You are fodder for my fire, you make me burn brighter, but I am finding it may only be because I want to block you from my sight.

I can be a fighter. I can hold my own. But give me a piece of your heart and I'll forsake my own.

What's it matter anyhow. Whats the thing to say, how do we stop the forward motion of the mistakes of the day? Can't we hold them back, use a big copper strainer, the kind your mother used to use, to strain out the pasta, to strain out our views? But maybe it's no use, it's nothing we can fix, perhaps the mistakes are the things that touch us the most.

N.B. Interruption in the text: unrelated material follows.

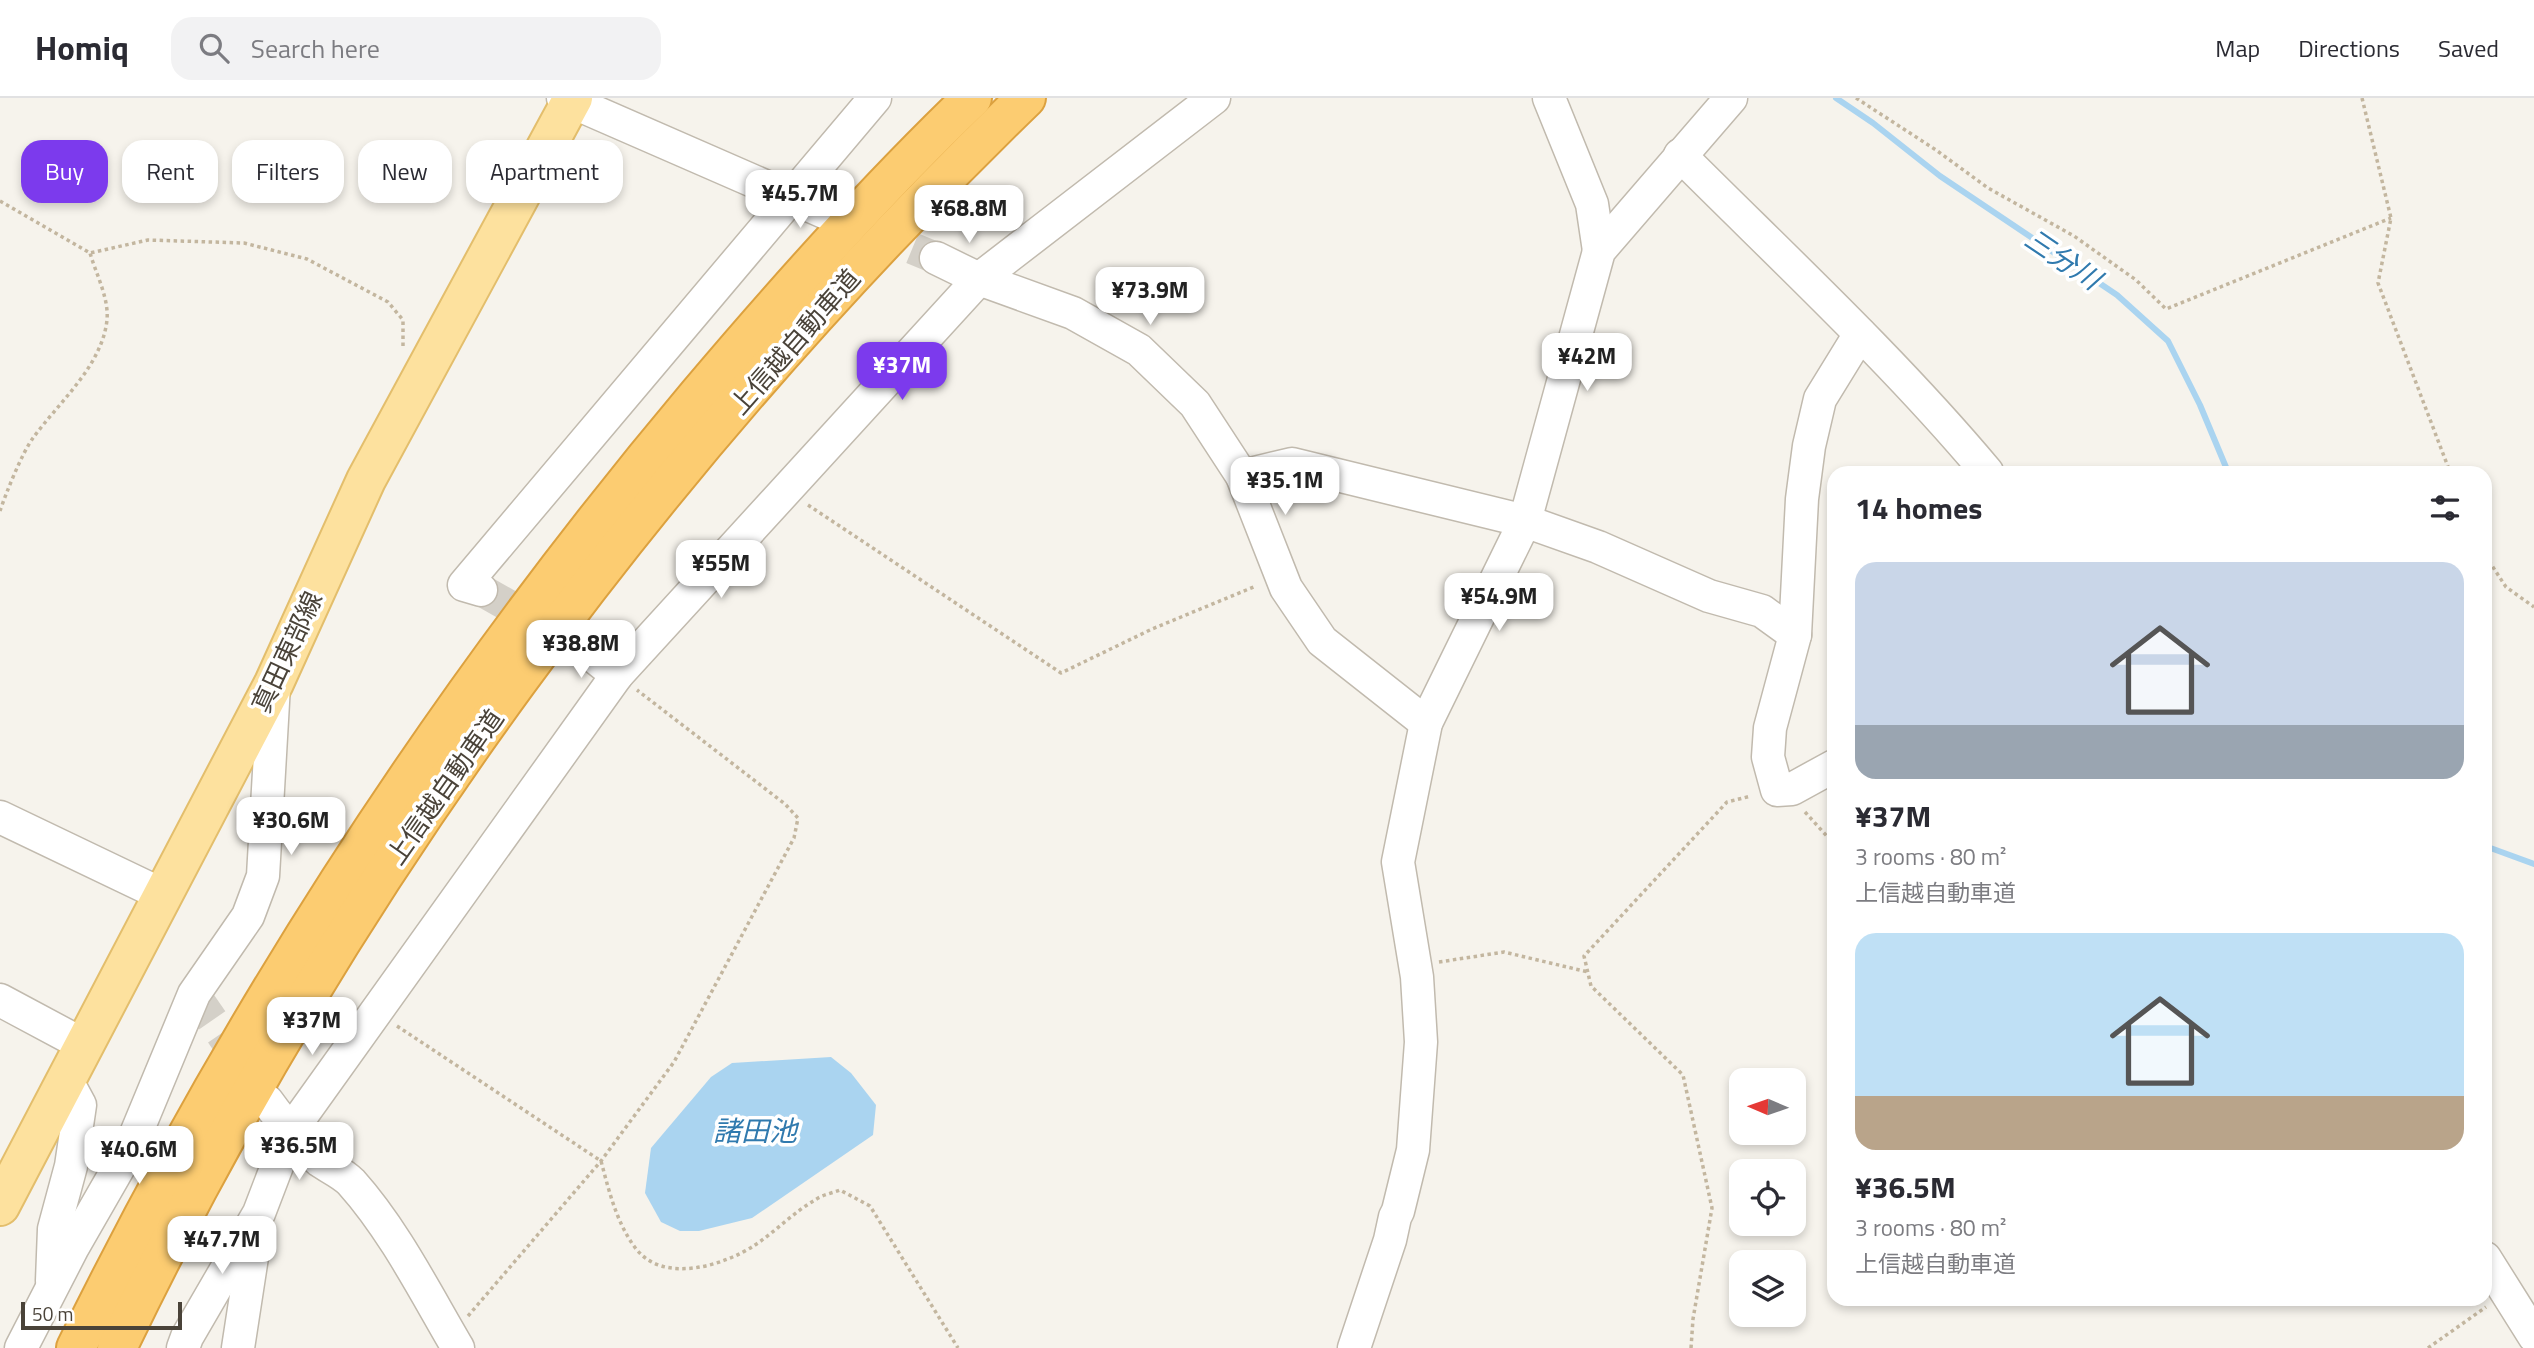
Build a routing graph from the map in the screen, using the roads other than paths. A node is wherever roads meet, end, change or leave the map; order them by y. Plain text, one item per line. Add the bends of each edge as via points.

But today, I am focusing on the ground, on the deep rich earth which houses so many seeds and starts. In this deep dark over turned earth, with it's pebbles small and damp, buried deep within this soil is an iris bulb.
It is full of possibility. Of hope.
It will stretch and yawn, and reach up toward the dawn,
when it feels the sun calling it just right.
It will know, when to unfold it's stems and open a tender blossoming bud.
It is faith. It holds inside.
It is trust.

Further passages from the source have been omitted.